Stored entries
╔══
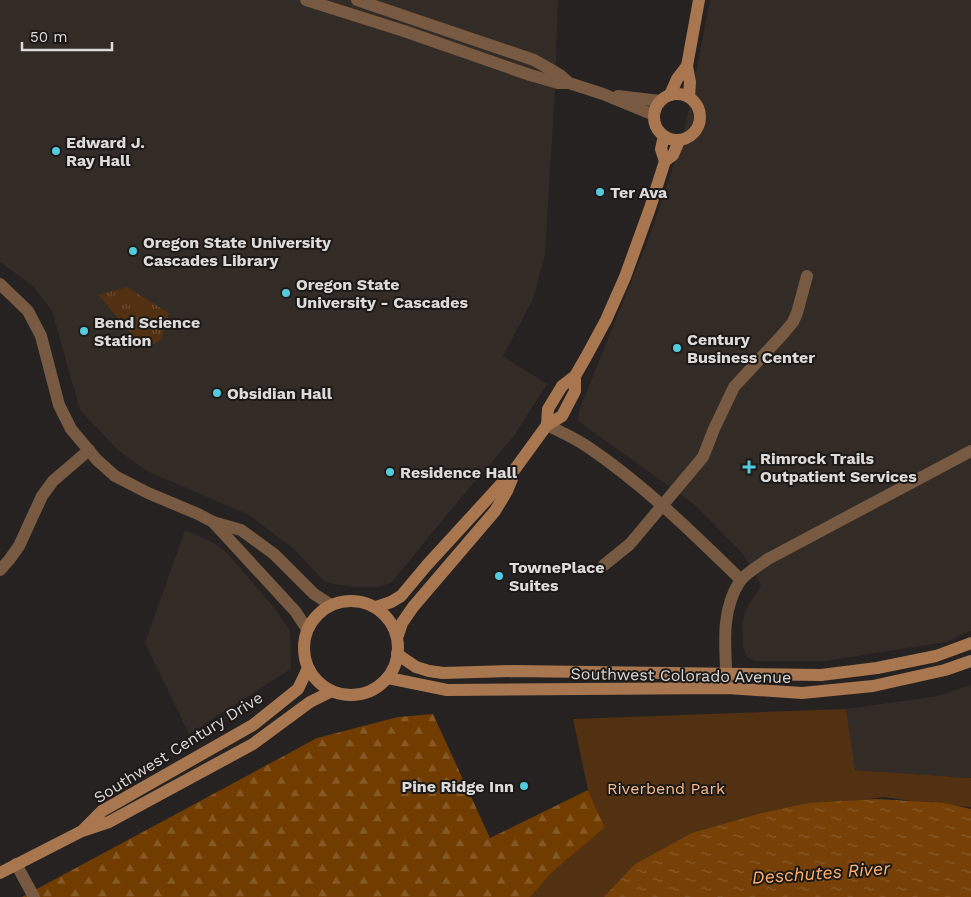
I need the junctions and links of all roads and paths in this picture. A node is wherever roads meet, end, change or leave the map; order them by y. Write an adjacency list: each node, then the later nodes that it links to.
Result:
1 (306, 0): 5 (street)
2 (358, 0): 5 (street)
3 (699, 0): 4 (main road)
4 (687, 66): 7 (main road); 8 (main road)
5 (570, 83): 6 (street)
6 (603, 94): 8 (street); 9 (street)
7 (690, 97): 8 (main road); 11 (main road)
8 (665, 98): 9 (main road)
9 (654, 116): 10 (main road)
10 (664, 136): 11 (main road); 12 (main road)
11 (679, 140): 12 (main road)
12 (665, 161): 15 (main road)
13 (808, 276): 19 (street)
14 (0, 284): 16 (street)
15 (547, 425): 18 (main road); 19 (street)
16 (89, 450): 20 (street); 22 (street)
17 (971, 451): 23 (street)
18 (515, 470): 25 (main road); 27 (main road)
19 (662, 506): 21 (street); 23 (street)
20 (213, 522): 24 (street); 26 (street)
21 (604, 565)
22 (0, 570)
23 (741, 580): 32 (street)
24 (331, 605): 25 (main road); 26 (main road)
25 (376, 607): 27 (main road)
26 (307, 629): 31 (main road)
27 (398, 635): 29 (main road)
28 (971, 643): 32 (main road, Southwest Colorado Avenue)
29 (397, 654): 32 (main road, Southwest Colorado Avenue); 33 (main road)
30 (971, 661): 34 (main road, Southwest Colorado Avenue)
31 (308, 668): 35 (main road); 36 (main road, Southwest Century Drive)
32 (726, 674): 34 (street)
33 (388, 678): 34 (main road, Southwest Colorado Avenue); 35 (main road)
34 (727, 688)
35 (332, 691): 36 (main road, Southwest Century Drive)
36 (82, 831): 37 (main road, Southwest Century Drive)
37 (16, 864): 38 (main road, Southwest Century Drive); 39 (street)
38 (0, 873)
39 (34, 897)

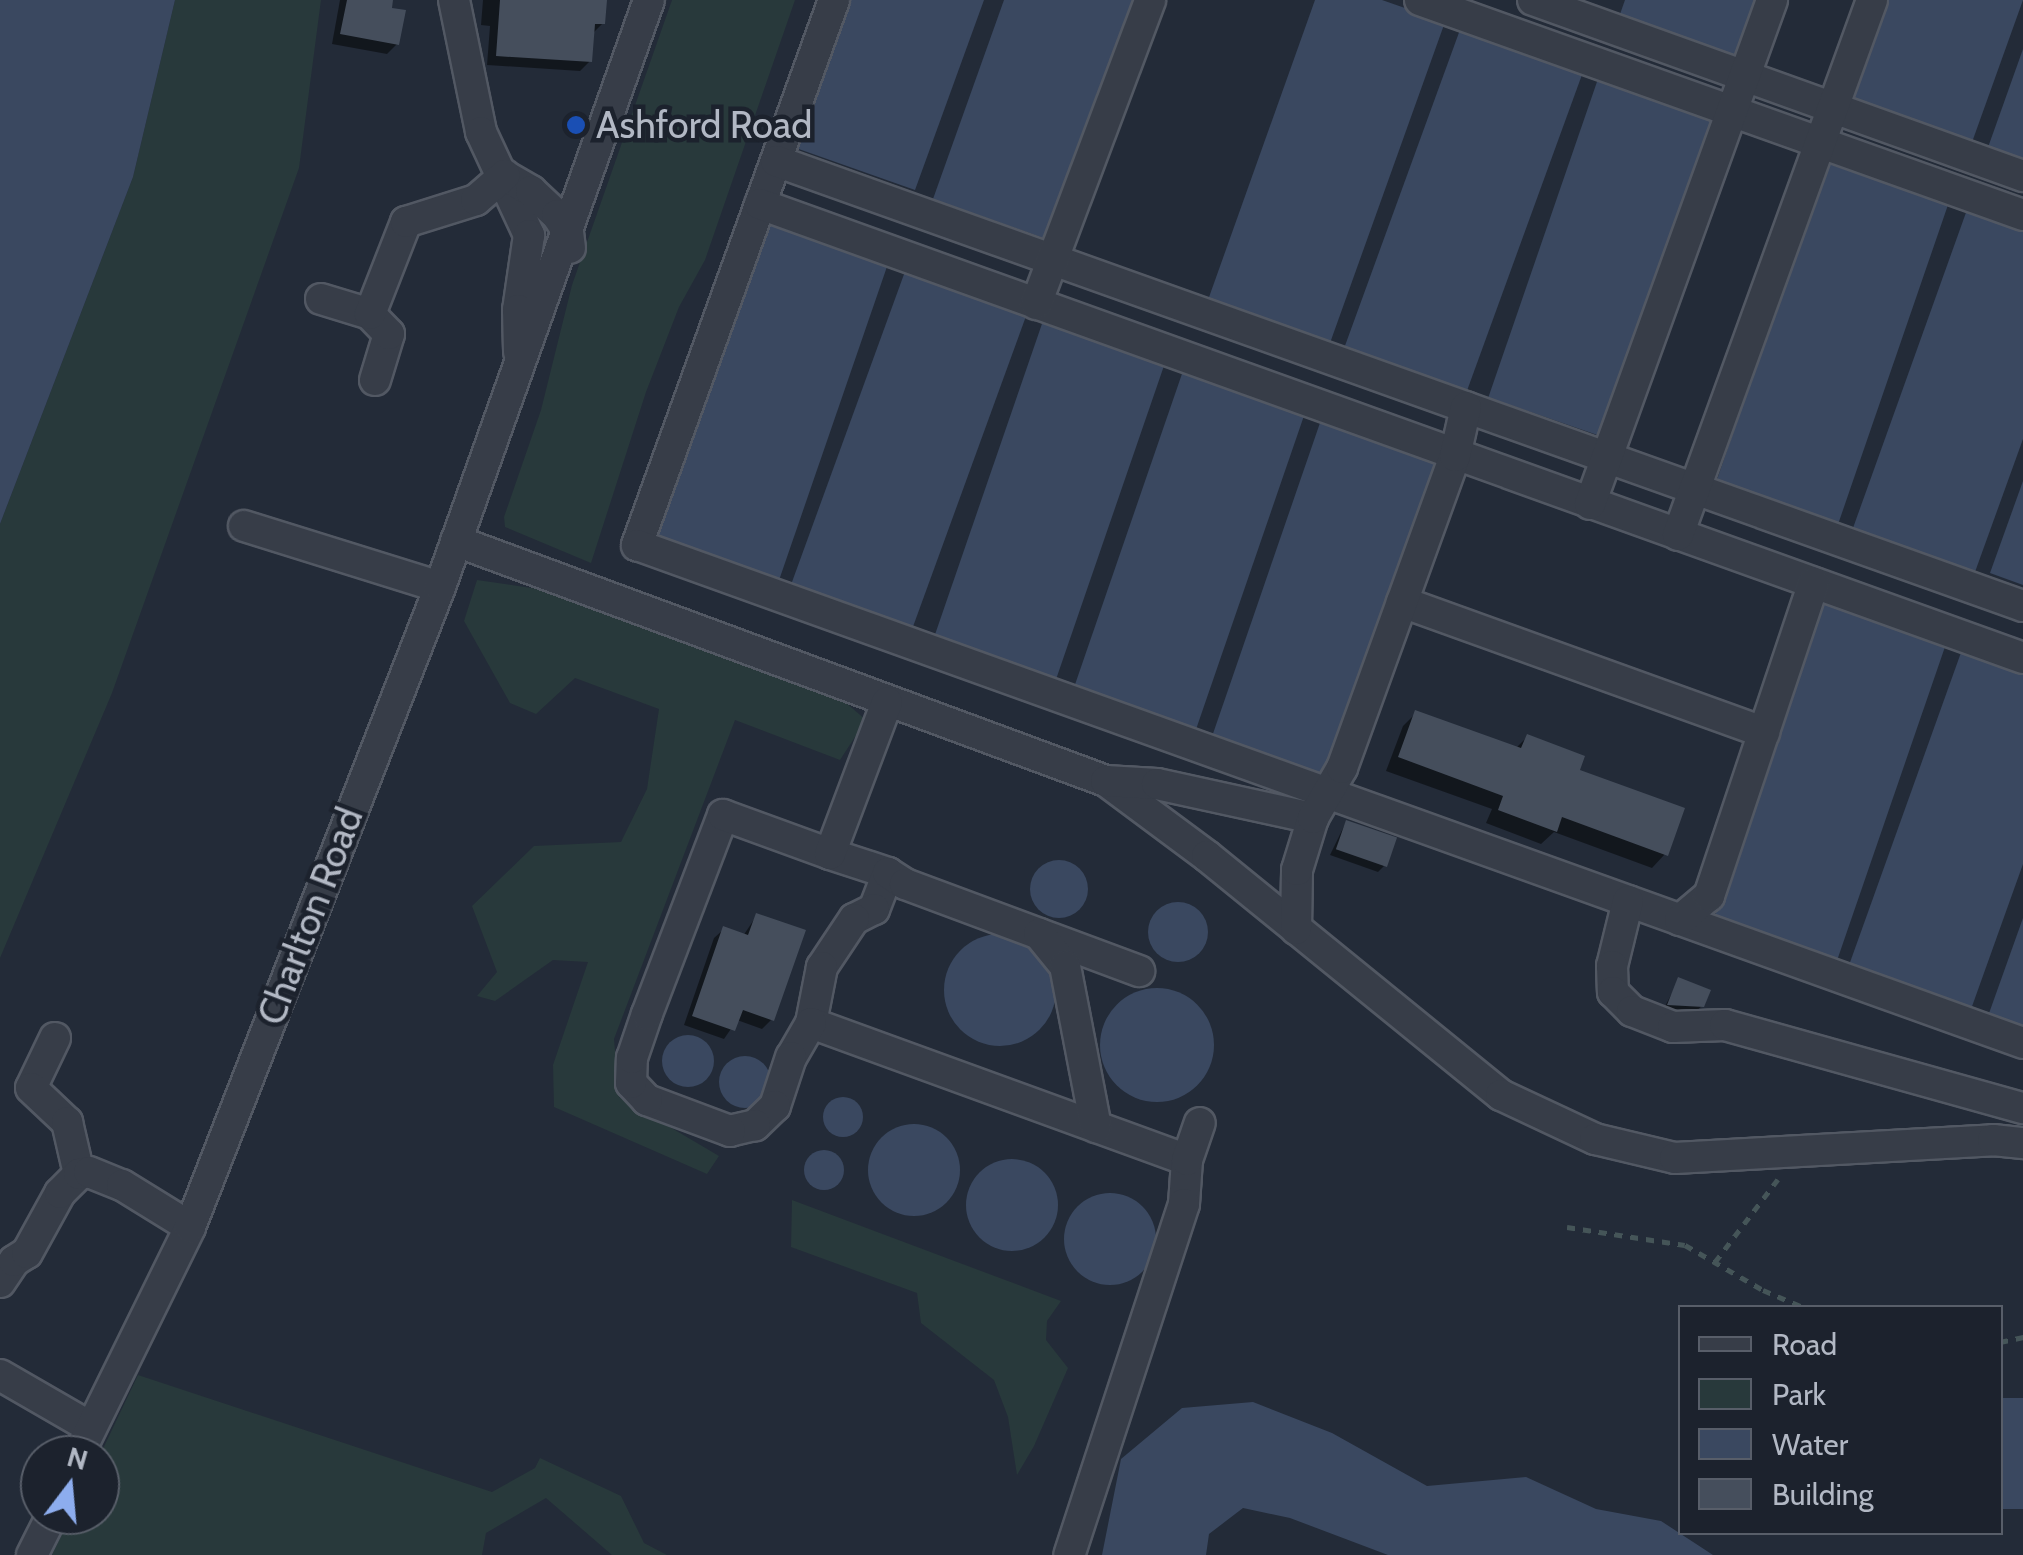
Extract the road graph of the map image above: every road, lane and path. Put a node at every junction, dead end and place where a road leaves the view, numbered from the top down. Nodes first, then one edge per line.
1 (454, 0) edge
2 (649, 0) edge
3 (834, 0) edge
4 (1150, 0) edge
5 (1420, 0) edge
6 (1533, 0) edge
7 (1772, 0) edge
8 (1872, 0) edge
9 (1484, 11) edge
10 (1612, 29) junction
11 (1600, 64) junction
12 (1744, 76) junction
13 (1834, 108) junction
14 (1731, 111) junction
15 (1820, 143) junction
16 (1974, 158) junction
17 (776, 161) junction
18 (505, 176) junction
19 (2023, 176) edge
20 (1959, 192) junction
21 (760, 204) junction
22 (916, 211) junction
23 (2023, 215) edge
24 (568, 232) junction
25 (899, 254) junction
26 (1056, 259) junction
27 (322, 299) dead end
28 (1036, 304) junction
29 (1182, 306) junction
30 (370, 314) junction
31 (1166, 351) junction
32 (1330, 359) junction
33 (520, 369) junction
34 (374, 380) dead end
35 (1314, 405) junction
36 (1466, 408) junction
37 (1455, 456) junction
38 (1608, 458) junction
39 (1695, 489) junction
40 (1590, 504) junction
41 (244, 526) dead end
42 (1678, 535) junction
43 (456, 542) junction
44 (1846, 543) junction
45 (1822, 586) junction
46 (440, 587) junction
47 (1974, 588) junction
48 (1402, 602) junction
49 (2023, 606) edge
50 (1957, 634) junction
51 (2023, 658) edge
52 (887, 702) junction
53 (1764, 732) junction
54 (1106, 781) junction
55 (1322, 806) junction
56 (830, 854) junction
57 (888, 873) junction
58 (1628, 901) junction
59 (1680, 920) junction
60 (1296, 929) junction
61 (1037, 932) junction
62 (1139, 970) dead end
63 (811, 1023) junction
64 (55, 1038) dead end
65 (2023, 1043) edge
66 (2023, 1108) edge
67 (1200, 1123) dead end
68 (1096, 1127) junction
69 (2023, 1143) edge
70 (1803, 1150) junction
71 (1186, 1160) junction
72 (78, 1162) junction
73 (190, 1226) junction
74 (1567, 1227) dead end
75 (1714, 1262) junction
76 (0, 1282) edge
77 (1798, 1305) edge
78 (0, 1376) edge
79 (76, 1435) edge
80 (87, 1435) edge
81 (1069, 1555) edge

1 - 18 street
2 - 24 street, Charlton Road
3 - 17 street
4 - 26 street
5 - 9 street
6 - 10 street
7 - 12 street
8 - 13 street
9 - 11 street
10 - 11 street
10 - 12 street
11 - 14 street
12 - 13 street
12 - 14 street
13 - 15 street
13 - 16 street
14 - 15 street
14 - 38 street
15 - 20 street
15 - 39 street
16 - 19 street
16 - 20 street
17 - 21 street
17 - 22 street
18 - 24 street
18 - 30 street
18 - 33 street
20 - 23 street
21 - 25 street
21 - 55 street
22 - 25 street
22 - 26 street
24 - 33 street, Charlton Road
25 - 28 street
26 - 28 street
26 - 29 street
27 - 30 street
28 - 31 street
29 - 31 street
29 - 32 street
30 - 34 street
31 - 35 street
32 - 35 street
32 - 36 street
33 - 43 street, Charlton Road
35 - 37 street
36 - 37 street
36 - 38 street
37 - 40 street
37 - 48 street
38 - 39 street
38 - 40 street
39 - 42 street
39 - 44 street
40 - 42 street
41 - 46 street
42 - 45 street
43 - 46 street, Charlton Road
43 - 52 street
44 - 45 street
44 - 47 street
45 - 50 street
45 - 53 street
46 - 73 street, Charlton Road
47 - 49 street
47 - 50 street
48 - 53 street
48 - 55 street
50 - 51 street
52 - 54 street
52 - 56 street
53 - 59 street
54 - 55 street
54 - 60 street
55 - 58 street
55 - 60 street
56 - 57 street
56 - 63 street
57 - 61 street
57 - 63 street
58 - 59 street
58 - 66 street
59 - 65 street
60 - 70 street
61 - 62 street
61 - 68 street
63 - 68 street
64 - 72 street
67 - 71 street
68 - 71 street
69 - 70 street
70 - 75 path
71 - 81 street
72 - 73 street
72 - 76 street
73 - 80 street, Charlton Road
74 - 75 path
75 - 77 path
78 - 79 street

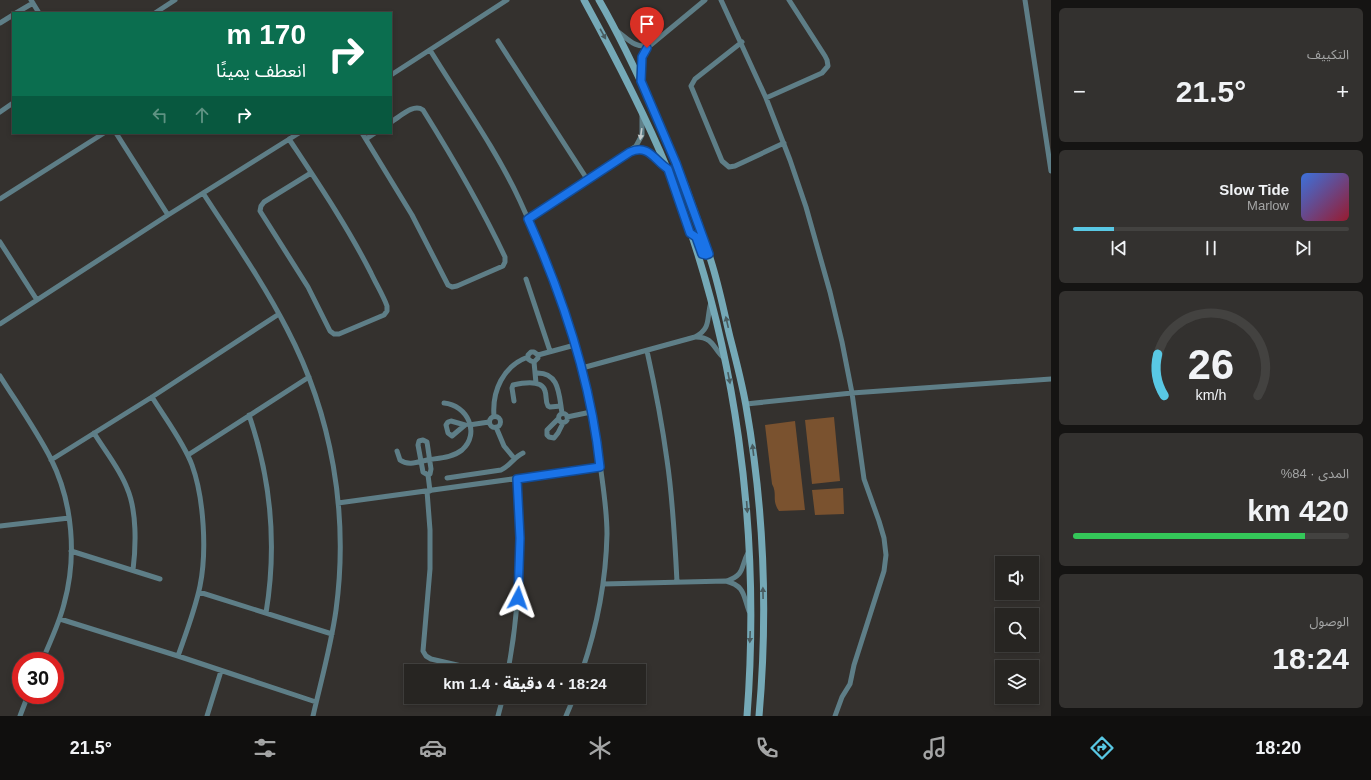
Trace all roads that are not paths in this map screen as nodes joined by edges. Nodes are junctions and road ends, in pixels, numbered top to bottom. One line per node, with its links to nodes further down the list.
1 (175, 0): 12 (street)
2 (507, 0): 19 (street)
3 (584, 0): 24 (street, one-way to 24)
4 (599, 0): 15 (street)
5 (705, 0): 18 (street)
6 (722, 0): 17 (street)
7 (790, 0): 22 (street)
8 (1025, 0): 37 (street)
9 (32, 1): 10 (street); 11 (street)
10 (17, 12)
11 (38, 12)
12 (157, 12)
13 (12, 16): 14 (street)
14 (0, 23)
15 (616, 30): 18 (street); 21 (street)
16 (498, 41): 39 (street)
17 (742, 42): 22 (street); 34 (street)
18 (651, 44): 21 (street)
19 (430, 50): 20 (street); 43 (street)
20 (392, 73)
21 (641, 81): 46 (street)
22 (766, 98): 34 (street)
23 (12, 104): 25 (street)
24 (642, 111): 35 (street, one-way to 35); 36 (street)
25 (0, 112)
26 (392, 121): 33 (street)
27 (102, 134): 41 (street)
28 (117, 134): 42 (street)
29 (298, 134): 32 (street)
30 (363, 134): 33 (street)
31 (374, 134): 33 (street)
32 (289, 139): 38 (street); 40 (street)
33 (366, 139)
34 (784, 143): 68 (street)
35 (630, 152): 36 (street); 39 (street)
36 (668, 169): 44 (street)
37 (1051, 171)
38 (311, 172): 38 (street)
39 (587, 179): 43 (street)
40 (203, 193): 42 (street); 52 (street)
41 (0, 199)
42 (168, 215): 50 (street)
43 (528, 219): 55 (street)
44 (690, 233): 46 (street); 47 (street)
45 (0, 242): 50 (street)
46 (709, 254): 49 (street)
47 (703, 274): 49 (street); 51 (street)
48 (526, 279): 57 (street)
49 (720, 293): 72 (street, one-way to 49)
50 (37, 300): 53 (street)
51 (711, 301): 54 (street); 60 (street)
52 (279, 314): 65 (street); 69 (street)
53 (0, 324)
54 (695, 337): 56 (street); 60 (street)
55 (574, 345): 57 (street); 62 (street)
56 (647, 351): 62 (street); 103 (street)
57 (550, 352): 58 (street)
58 (538, 355): 59 (street); 61 (street)
59 (528, 357): 61 (street); 77 (street)
60 (725, 358): 98 (street, one-way to 98)
61 (534, 362): 63 (street)
62 (582, 368): 74 (street)
63 (535, 373): 67 (street); 73 (street)
64 (0, 376): 87 (street)
65 (309, 377): 76 (street); 95 (street)
66 (1051, 379): 68 (street)
67 (536, 383): 70 (street); 73 (street)
68 (852, 393): 72 (street); 127 (street)
69 (152, 397): 82 (street); 85 (street)
70 (514, 402)
71 (444, 403): 80 (street)
72 (746, 404): 126 (street, one-way to 72)
73 (561, 406): 75 (street)
74 (591, 412): 78 (street); 90 (street)
75 (562, 414): 78 (street); 78 (street)
76 (249, 415): 85 (street); 106 (street)
77 (494, 416): 79 (street); 81 (street)
78 (567, 417)
79 (489, 422): 80 (street); 81 (street)
80 (468, 425): 88 (street)
81 (496, 427): 86 (street)
82 (94, 433): 87 (street); 100 (street)
83 (397, 451): 89 (street)
84 (523, 453): 86 (street)
85 (188, 455): 105 (street)
86 (514, 458): 92 (street)
87 (51, 460): 96 (street)
88 (430, 460): 89 (street); 89 (street); 91 (street)
89 (421, 461): 91 (street)
90 (600, 467): 93 (street); 104 (street)
91 (428, 475): 94 (street)
92 (447, 478)
93 (517, 479): 94 (street); 113 (street)
94 (429, 491): 95 (street); 112 (street)
95 (338, 503): 109 (street)
96 (69, 518): 97 (street); 99 (street)
97 (0, 526)
98 (750, 550): 102 (street); 107 (street)
99 (71, 551): 100 (street); 108 (street)
100 (133, 570): 101 (street)
101 (160, 579)
102 (726, 581): 103 (street); 107 (street)
103 (677, 582): 104 (street)
104 (603, 584): 114 (street)
105 (199, 592): 106 (street); 111 (street)
106 (266, 613): 109 (street)
107 (751, 615): 125 (street, one-way to 125)
108 (60, 619): 110 (street); 111 (street)
109 (332, 634): 116 (street)
110 (46, 652)
111 (178, 656): 115 (street)
112 (453, 664)
113 (509, 664)
114 (584, 664)
115 (222, 671): 116 (street); 121 (street)
116 (316, 702): 122 (street)
117 (25, 704): 120 (street)
118 (501, 704): 123 (street)
119 (571, 704): 124 (street)
120 (20, 716)
121 (207, 716)
122 (313, 716)
123 (498, 716)
124 (566, 716)
125 (747, 716)
126 (759, 716)
127 (835, 716)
╚══
▸ **DIRECTIONS FOR THIS TASK**:
Search each line of the data above for "that", and copy the lines where it occurs.

▸ **SOLUTION TO THE EXERCISE**:
I need the junctions and links of all roads and paths in this picture. A node is wherever roads meet, end, change or leave the map; order them by y. Write an adjacency list: each node, then the later nodes that it links to.
Trace all roads that are not paths in this map screen as nodes joined by edges. Nodes are junctions and road ends, in pixels, numbered top to bottom. One line per node, with its links to nodes further down the list.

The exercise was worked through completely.